Rotational Kinematics/Momentum Problem

[jjd101]

Homework Statement

Flywheels are large massive wheels (disks) used to store energy. They can be spun up slowly, and then the wheel’s energy can be released quickly to accomplish a task that demands high power. A large flywheel has a 2.4 m diameter and a mass of 300 kg. Its maximum angular velocity is 1500 rpm.

a. The flywheel is spun up at a constant torque of 70 Nm. How long does it take the flywheel to reach top speed?

b. How much energy is stored in the flywheel?

c. After reaching top speed, the flywheel is connected to a machine to which it will deliver energy. Half of the energy stored in the flywheel is delivered in 2.5 sec. What is the average power delivered to the machine?
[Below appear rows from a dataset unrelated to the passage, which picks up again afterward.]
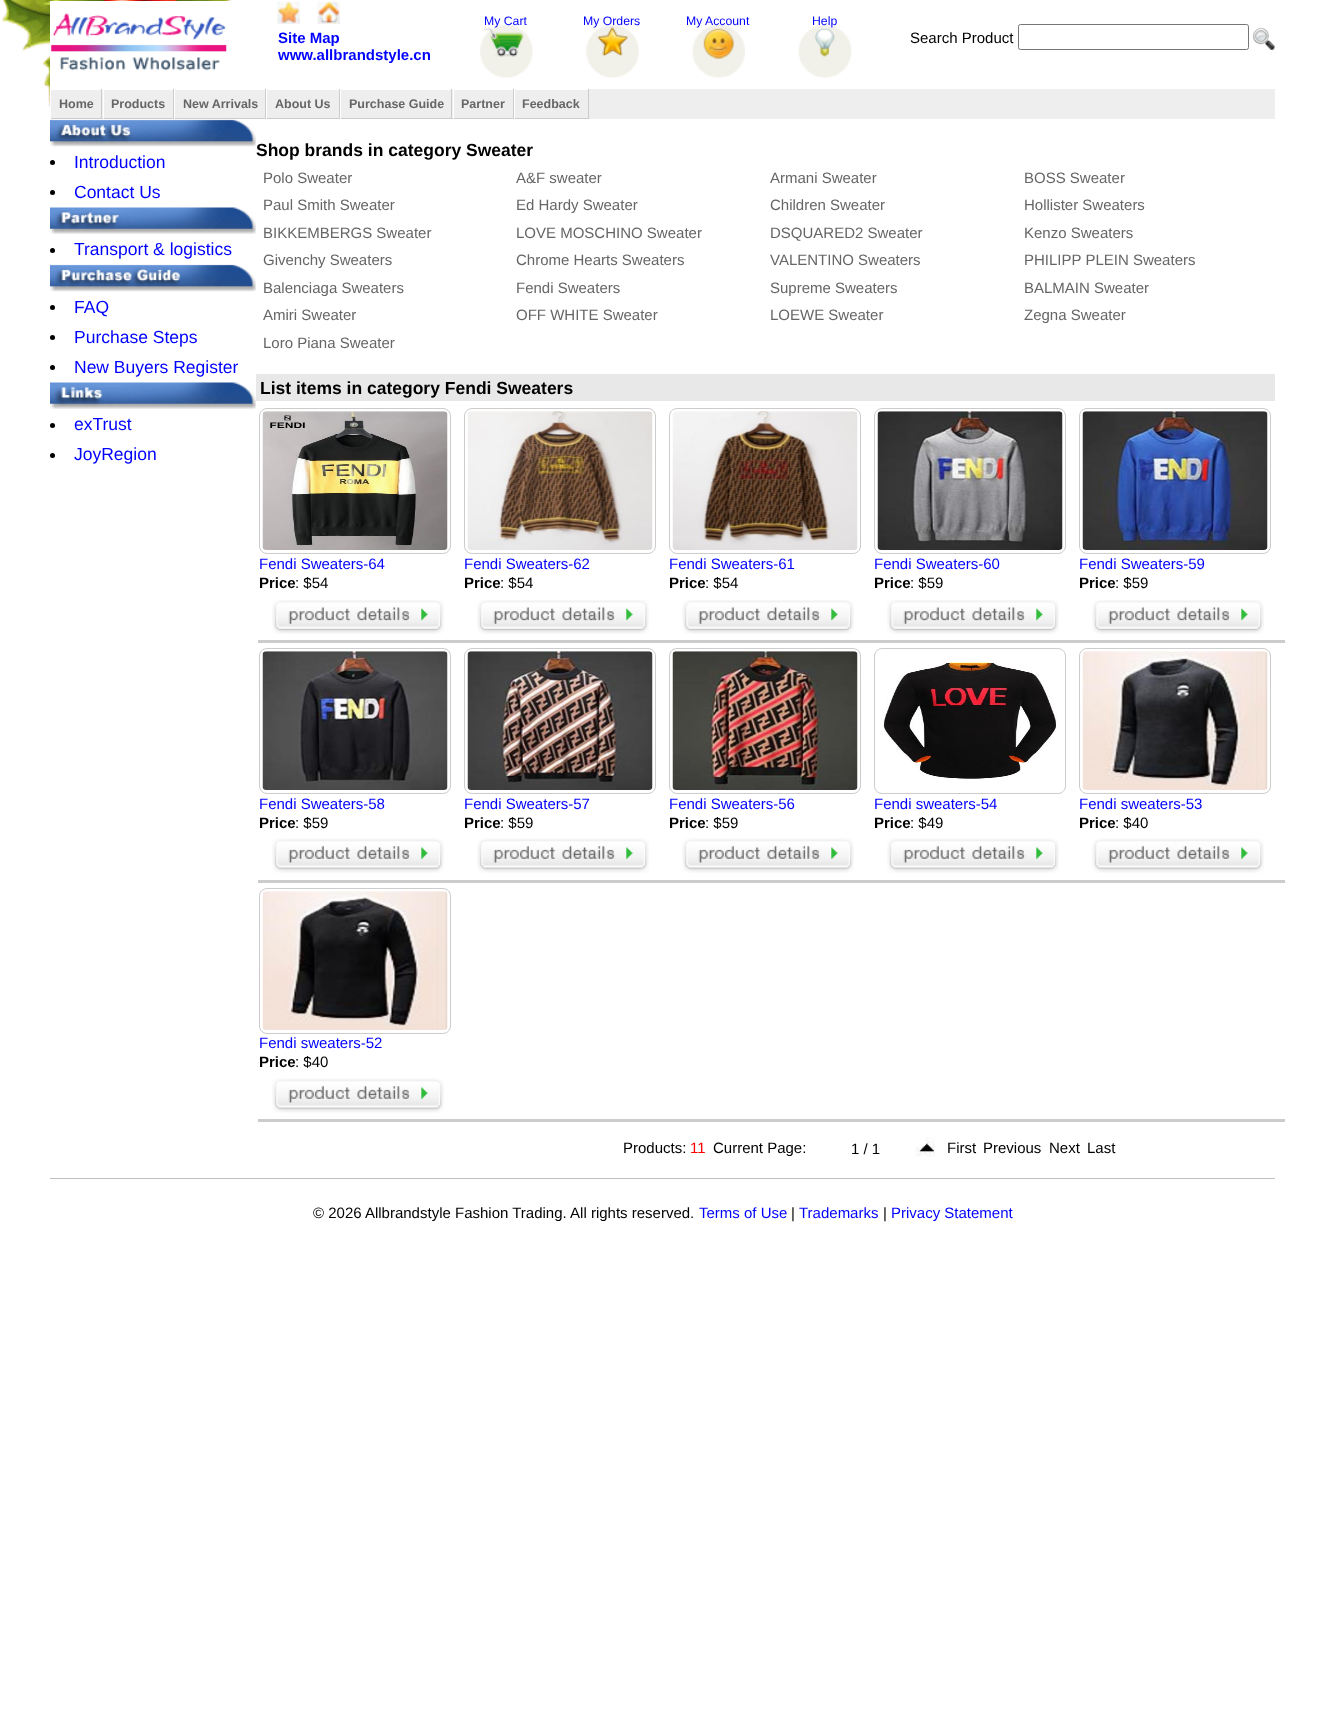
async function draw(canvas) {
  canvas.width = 1324
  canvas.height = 1729
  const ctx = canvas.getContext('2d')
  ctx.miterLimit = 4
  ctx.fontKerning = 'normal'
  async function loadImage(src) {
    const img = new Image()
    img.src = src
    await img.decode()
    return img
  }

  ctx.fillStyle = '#fff'
  ctx.fillRect(0, 0, 1324, 1729)
  ctx.drawImage(await loadImage('image0.png'), 2, 0, 243, 171)
  ctx.fillRect(50, 1, 195, 88)
  ctx.drawImage(await loadImage('image1.png'), 51, 13, 176, 58)
  ctx.drawImage(await loadImage('image2.png'), 480, 25, 53, 53)
  ctx.font = '12.25px Liberation Sans'
  ctx.fillStyle = '#00f'
  ctx.fillText('My Cart', 484, 25)
  ctx.drawImage(await loadImage('image3.png'), 586, 25, 53, 53)
  ctx.fillText('My Orders', 583, 25)
  ctx.drawImage(await loadImage('image4.png'), 692, 25, 53, 53)
  ctx.fillText('My Account', 686, 25)
  ctx.drawImage(await loadImage('image5.png'), 798, 25, 54, 53)
  ctx.fillText('Help', 812, 25)
  ctx.drawImage(await loadImage('image6.png'), 277, 1, 23, 23)
  ctx.drawImage(await loadImage('image7.png'), 317, 1, 23, 23)
  ctx.font = 'bold 15px Liberation Sans'
  ctx.fillText('Site Map', 278, 43)
  ctx.fillText('www.allbrandstyle.cn', 278, 60)
  ctx.font = '15px Liberation Sans'
  ctx.fillStyle = '#000'
  ctx.fillText('Search Product', 910, 43)
  ctx.beginPath()
  ctx.roundRect(1018.5, 24.5, 230, 25, 2)
  ctx.strokeStyle = '#767676'
  ctx.stroke()
  ctx.drawImage(await loadImage('image8.png'), 1252, 27, 23, 23)
  ctx.fillStyle = '#eee'
  ctx.fillRect(267, 89, 1008, 30)
  ctx.fillRect(51, 90, 52, 28)
  ctx.fillStyle = '#fff'
  ctx.fillRect(50, 89, 133, 1)
  ctx.fillStyle = '#ccc'
  ctx.fillRect(101, 89, 1, 30)
  ctx.fillRect(50, 118, 53, 1)
  ctx.fillStyle = '#fff'
  ctx.fillRect(50, 89, 1, 30)
  ctx.font = 'bold 12.5px Liberation Sans'
  ctx.fillStyle = '#666'
  ctx.fillText('Home', 59, 108)
  ctx.fillStyle = '#eee'
  ctx.fillRect(104, 90, 69, 28)
  ctx.fillStyle = '#ccc'
  ctx.fillRect(173, 89, 1, 30)
  ctx.fillRect(103, 118, 71, 1)
  ctx.fillStyle = '#fff'
  ctx.fillRect(103, 89, 1, 30)
  ctx.fillStyle = '#666'
  ctx.fillText('Products', 111, 108)
  ctx.fillStyle = '#eee'
  ctx.fillRect(175, 90, 90, 28)
  ctx.fillStyle = '#ccc'
  ctx.fillRect(265, 89, 1, 30)
  ctx.fillRect(174, 118, 92, 1)
  ctx.fillStyle = '#fff'
  ctx.fillRect(174, 89, 1, 30)
  ctx.fillStyle = '#666'
  ctx.fillText('New Arrivals', 183, 108)
  ctx.fillStyle = '#fff'
  ctx.fillRect(266, 89, 323, 1)
  ctx.fillStyle = '#ccc'
  ctx.fillRect(339, 89, 1, 30)
  ctx.fillRect(266, 118, 74, 1)
  ctx.fillStyle = '#fff'
  ctx.fillRect(266, 118, 1, 1)
  ctx.fillStyle = '#666'
  ctx.fillText('About Us', 275, 108)
  ctx.fillStyle = '#ccc'
  ctx.fillRect(451, 89, 1, 30)
  ctx.fillRect(340, 118, 113, 1)
  ctx.fillStyle = '#fff'
  ctx.fillRect(340, 89, 1, 30)
  ctx.fillStyle = '#666'
  ctx.fillText('Purchase Guide', 349, 108)
  ctx.fillStyle = '#ccc'
  ctx.fillRect(513, 89, 1, 30)
  ctx.fillRect(453, 118, 61, 1)
  ctx.fillStyle = '#fff'
  ctx.fillRect(453, 89, 1, 30)
  ctx.fillStyle = '#666'
  ctx.fillText('Partner', 461, 108)
  ctx.fillStyle = '#ccc'
  ctx.fillRect(588, 89, 1, 30)
  ctx.fillRect(514, 118, 75, 1)
  ctx.fillStyle = '#fff'
  ctx.fillRect(514, 89, 1, 30)
  ctx.fillStyle = '#666'
  ctx.fillText('Feedback', 522, 108)
  ctx.fillStyle = '#fff'
  ctx.fillRect(60, 146, 52, 25)
  ctx.drawImage(await loadImage('image9.png'), 50, 119, 206, 28)
  ctx.fillStyle = '#000'
  ctx.beginPath()
  ctx.arc(52.5, 162.5, 2.5, 0, 2 * Math.PI)
  ctx.fill()
  ctx.font = '17.5px Liberation Sans'
  ctx.fillStyle = '#00f'
  ctx.fillText('Introduction', 74, 168)
  ctx.fillStyle = '#000'
  ctx.beginPath()
  ctx.arc(52.5, 192.5, 2.5, 0, 2 * Math.PI)
  ctx.fill()
  ctx.fillStyle = '#00f'
  ctx.fillText('Contact Us', 74, 198)
  ctx.drawImage(await loadImage('image10.png'), 50, 207, 206, 27)
  ctx.fillStyle = '#000'
  ctx.beginPath()
  ctx.arc(52.5, 250.5, 2.5, 0, 2 * Math.PI)
  ctx.fill()
  ctx.fillStyle = '#00f'
  ctx.fillText('Transport & logistics', 74, 255)
  ctx.drawImage(await loadImage('image11.png'), 50, 264, 206, 28)
  ctx.fillStyle = '#000'
  ctx.beginPath()
  ctx.arc(52.5, 307.5, 2.5, 0, 2 * Math.PI)
  ctx.fill()
  ctx.fillStyle = '#00f'
  ctx.fillText('FAQ', 74, 313)
  ctx.fillStyle = '#000'
  ctx.beginPath()
  ctx.arc(52.5, 337.5, 2.5, 0, 2 * Math.PI)
  ctx.fill()
  ctx.fillStyle = '#00f'
  ctx.fillText('Purchase Steps', 74, 343)
  ctx.fillStyle = '#000'
  ctx.beginPath()
  ctx.arc(52.5, 367.5, 2.5, 0, 2 * Math.PI)
  ctx.fill()
  ctx.fillStyle = '#00f'
  ctx.fillText('New Buyers Register', 74, 373)
  ctx.drawImage(await loadImage('image12.png'), 50, 382, 206, 27)
  ctx.fillStyle = '#000'
  ctx.beginPath()
  ctx.arc(52.5, 425.5, 2.5, 0, 2 * Math.PI)
  ctx.fill()
  ctx.fillStyle = '#00f'
  ctx.fillText('exTrust', 74, 430)
  ctx.fillStyle = '#000'
  ctx.beginPath()
  ctx.arc(52.5, 455.5, 2.5, 0, 2 * Math.PI)
  ctx.fill()
  ctx.fillStyle = '#00f'
  ctx.fillText('JoyRegion', 74, 460)
  ctx.font = 'bold 17.5px Liberation Sans'
  ctx.fillStyle = '#000'
  ctx.fillText('Shop brands in category Sweater', 256, 156)
  ctx.font = '15px Liberation Sans'
  ctx.fillStyle = '#666'
  ctx.fillText('Polo Sweater', 263, 183)
  ctx.fillText('A&F sweater', 516, 183)
  ctx.fillText('Armani Sweater', 770, 183)
  ctx.fillText('BOSS Sweater', 1024, 183)
  ctx.fillText('Paul Smith Sweater', 263, 210)
  ctx.fillText('Ed Hardy Sweater', 516, 210)
  ctx.fillText('Children Sweater', 770, 210)
  ctx.fillText('Hollister Sweaters', 1024, 210)
  ctx.fillText('BIKKEMBERGS Sweater', 263, 238)
  ctx.fillText('LOVE MOSCHINO Sweater', 516, 238)
  ctx.fillText('DSQUARED2 Sweater', 770, 238)
  ctx.fillText('Kenzo Sweaters', 1024, 238)
  ctx.fillText('Givenchy Sweaters', 263, 265)
  ctx.fillText('Chrome Hearts Sweaters', 516, 265)
  ctx.fillText('VALENTINO Sweaters', 770, 265)
  ctx.fillText('PHILIPP PLEIN Sweaters', 1024, 265)
  ctx.fillText('Balenciaga Sweaters', 263, 293)
  ctx.fillText('Fendi Sweaters', 516, 293)
  ctx.fillText('Supreme Sweaters', 770, 293)
  ctx.fillText('BALMAIN Sweater', 1024, 293)
  ctx.fillText('Amiri Sweater', 263, 320)
  ctx.fillText('OFF WHITE Sweater', 516, 320)
  ctx.fillText('LOEWE Sweater', 770, 320)
  ctx.fillText('Zegna Sweater', 1024, 320)
  ctx.fillText('Loro Piana Sweater', 263, 348)
  ctx.fillStyle = '#e8e8e8'
  ctx.fillRect(256, 374, 1019, 27)
  ctx.font = 'bold 17.5px Liberation Sans'
  ctx.fillStyle = '#000'
  ctx.fillText('List items in category Fendi Sweaters', 260, 394)
  ctx.fillStyle = '#ccc'
  ctx.fillRect(258, 640, 1027, 3)
  ctx.beginPath()
  ctx.roundRect(259.5, 408.5, 191, 145, 7.5)
  ctx.strokeStyle = '#ccc'
  ctx.stroke()
  ctx.drawImage(await loadImage('image13.png'), 262, 411, 186, 139)
  ctx.font = '15px Liberation Sans'
  ctx.fillStyle = '#00f'
  ctx.fillText('Fendi Sweaters-64', 259, 569)
  ctx.font = 'bold 15px Liberation Sans'
  ctx.fillStyle = '#000'
  ctx.fillText('Price', 259, 588)
  ctx.font = '15px Liberation Sans'
  ctx.fillText(': $54', 295, 588)
  ctx.drawImage(await loadImage('image14.png'), 272, 600, 172, 34)
  ctx.beginPath()
  ctx.roundRect(464.5, 408.5, 191, 145, 7.5)
  ctx.stroke()
  ctx.drawImage(await loadImage('image15.png'), 467, 411, 186, 139)
  ctx.fillStyle = '#00f'
  ctx.fillText('Fendi Sweaters-62', 464, 569)
  ctx.font = 'bold 15px Liberation Sans'
  ctx.fillStyle = '#000'
  ctx.fillText('Price', 464, 588)
  ctx.font = '15px Liberation Sans'
  ctx.fillText(': $54', 500, 588)
  ctx.drawImage(await loadImage('image16.png'), 477, 600, 172, 34)
  ctx.beginPath()
  ctx.roundRect(669.5, 408.5, 191, 145, 7.5)
  ctx.stroke()
  ctx.drawImage(await loadImage('image17.png'), 672, 411, 186, 139)
  ctx.fillStyle = '#00f'
  ctx.fillText('Fendi Sweaters-61', 669, 569)
  ctx.font = 'bold 15px Liberation Sans'
  ctx.fillStyle = '#000'
  ctx.fillText('Price', 669, 588)
  ctx.font = '15px Liberation Sans'
  ctx.fillText(': $54', 705, 588)
  ctx.drawImage(await loadImage('image18.png'), 682, 600, 172, 34)
  ctx.beginPath()
  ctx.roundRect(874.5, 408.5, 191, 145, 7.5)
  ctx.stroke()
  ctx.drawImage(await loadImage('image19.png'), 877, 411, 186, 139)
  ctx.fillStyle = '#00f'
  ctx.fillText('Fendi Sweaters-60', 874, 569)
  ctx.font = 'bold 15px Liberation Sans'
  ctx.fillStyle = '#000'
  ctx.fillText('Price', 874, 588)
  ctx.font = '15px Liberation Sans'
  ctx.fillText(': $59', 910, 588)
  ctx.drawImage(await loadImage('image20.png'), 887, 600, 172, 34)
  ctx.beginPath()
  ctx.roundRect(1079.5, 408.5, 191, 145, 7.5)
  ctx.stroke()
  ctx.drawImage(await loadImage('image21.png'), 1082, 411, 186, 139)
  ctx.fillStyle = '#00f'
  ctx.fillText('Fendi Sweaters-59', 1079, 569)
  ctx.font = 'bold 15px Liberation Sans'
  ctx.fillStyle = '#000'
  ctx.fillText('Price', 1079, 588)
  ctx.font = '15px Liberation Sans'
  ctx.fillText(': $59', 1115, 588)
  ctx.drawImage(await loadImage('image20.png'), 1092, 600, 172, 34)
  ctx.fillStyle = '#ccc'
  ctx.fillRect(258, 880, 1027, 3)
  ctx.beginPath()
  ctx.roundRect(259.5, 648.5, 191, 145, 7.5)
  ctx.stroke()
  ctx.drawImage(await loadImage('image22.png'), 262, 651, 186, 139)
  ctx.fillStyle = '#00f'
  ctx.fillText('Fendi Sweaters-58', 259, 809)
  ctx.font = 'bold 15px Liberation Sans'
  ctx.fillStyle = '#000'
  ctx.fillText('Price', 259, 828)
  ctx.font = '15px Liberation Sans'
  ctx.fillText(': $59', 295, 828)
  ctx.drawImage(await loadImage('image23.png'), 272, 838, 172, 35)
  ctx.beginPath()
  ctx.roundRect(464.5, 648.5, 191, 145, 7.5)
  ctx.stroke()
  ctx.drawImage(await loadImage('image24.png'), 467, 651, 186, 139)
  ctx.fillStyle = '#00f'
  ctx.fillText('Fendi Sweaters-57', 464, 809)
  ctx.font = 'bold 15px Liberation Sans'
  ctx.fillStyle = '#000'
  ctx.fillText('Price', 464, 828)
  ctx.font = '15px Liberation Sans'
  ctx.fillText(': $59', 500, 828)
  ctx.drawImage(await loadImage('image25.png'), 477, 838, 172, 35)
  ctx.beginPath()
  ctx.roundRect(669.5, 648.5, 191, 145, 7.5)
  ctx.stroke()
  ctx.drawImage(await loadImage('image26.png'), 672, 651, 186, 139)
  ctx.fillStyle = '#00f'
  ctx.fillText('Fendi Sweaters-56', 669, 809)
  ctx.font = 'bold 15px Liberation Sans'
  ctx.fillStyle = '#000'
  ctx.fillText('Price', 669, 828)
  ctx.font = '15px Liberation Sans'
  ctx.fillText(': $59', 705, 828)
  ctx.drawImage(await loadImage('image27.png'), 682, 838, 172, 35)
  ctx.beginPath()
  ctx.roundRect(874.5, 648.5, 191, 145, 7.5)
  ctx.stroke()
  ctx.drawImage(await loadImage('image28.png'), 882, 662, 175, 117)
  ctx.fillStyle = '#00f'
  ctx.fillText('Fendi sweaters-54', 874, 809)
  ctx.font = 'bold 15px Liberation Sans'
  ctx.fillStyle = '#000'
  ctx.fillText('Price', 874, 828)
  ctx.font = '15px Liberation Sans'
  ctx.fillText(': $49', 910, 828)
  ctx.drawImage(await loadImage('image29.png'), 887, 838, 172, 35)
  ctx.beginPath()
  ctx.roundRect(1079.5, 648.5, 191, 145, 7.5)
  ctx.stroke()
  ctx.drawImage(await loadImage('image30.png'), 1082, 651, 186, 139)
  ctx.fillStyle = '#00f'
  ctx.fillText('Fendi sweaters-53', 1079, 809)
  ctx.font = 'bold 15px Liberation Sans'
  ctx.fillStyle = '#000'
  ctx.fillText('Price', 1079, 828)
  ctx.font = '15px Liberation Sans'
  ctx.fillText(': $40', 1115, 828)
  ctx.drawImage(await loadImage('image29.png'), 1092, 838, 172, 35)
  ctx.fillStyle = '#ccc'
  ctx.fillRect(258, 1119, 1027, 3)
  ctx.beginPath()
  ctx.roundRect(259.5, 888.5, 191, 145, 7.5)
  ctx.stroke()
  ctx.drawImage(await loadImage('image31.png'), 262, 891, 186, 139)
  ctx.fillStyle = '#00f'
  ctx.fillText('Fendi sweaters-52', 259, 1048)
  ctx.font = 'bold 15px Liberation Sans'
  ctx.fillStyle = '#000'
  ctx.fillText('Price', 259, 1067)
  ctx.font = '15px Liberation Sans'
  ctx.fillText(': $40', 295, 1067)
  ctx.drawImage(await loadImage('image23.png'), 272, 1078, 172, 35)
  ctx.fillText('Products:', 623, 1153)
  ctx.fillStyle = '#f00'
  ctx.fillText('11', 690, 1153)
  ctx.fillStyle = '#000'
  ctx.fillText('Current Page:', 713, 1153)
  ctx.fillText('1 / 1', 851, 1154)
  ctx.drawImage(await loadImage('image32.png'), 915, 1137, 20, 20)
  ctx.fillText('First', 947, 1153)
  ctx.fillText('Previous', 983, 1153)
  ctx.fillText('Next', 1049, 1153)
  ctx.fillText('Last', 1087, 1153)
  ctx.fillStyle = '#c0c0c0'
  ctx.fillRect(50, 1178, 1225, 1)
  ctx.fillStyle = '#000'
  ctx.fillText('© 2026 Allbrandstyle Fashion Trading. All rights reserved.', 313, 1218)
  ctx.fillStyle = '#00f'
  ctx.fillText('Terms of Use', 699, 1218)
  ctx.fillStyle = '#000'
  ctx.fillText('|', 791, 1218)
  ctx.fillStyle = '#00f'
  ctx.fillText('Trademarks', 799, 1218)
  ctx.fillStyle = '#000'
  ctx.fillText('|', 883, 1218)
  ctx.fillStyle = '#00f'
  ctx.fillText('Privacy Statement', 891, 1218)
}

draw(document.querySelector('canvas'))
d. How much torque does the flywheel exert on the machine?

Homework Equations

I=1/2MR^2

The Attempt at a Solution

I calculated the moment for Inertia for this disk and got 216 but i am not sure what to do from here

 

[Redbelly98]

It's a good idea to check your textbook for the section or chapter that covers this topic. You will find many relevant formulas, and you can think about how they might apply to this problem.

Homework Statement

Flywheels are large massive wheels (disks) used to store energy. They can be spun up slowly, and then the wheel’s energy can be released quickly to accomplish a task that demands high power. A large flywheel has a 2.4 m diameter and a mass of 300 kg. Its maximum angular velocity is 1500 rpm.

a. The flywheel is spun up at a constant torque of 70 Nm. How long does it take the flywheel to reach top speed?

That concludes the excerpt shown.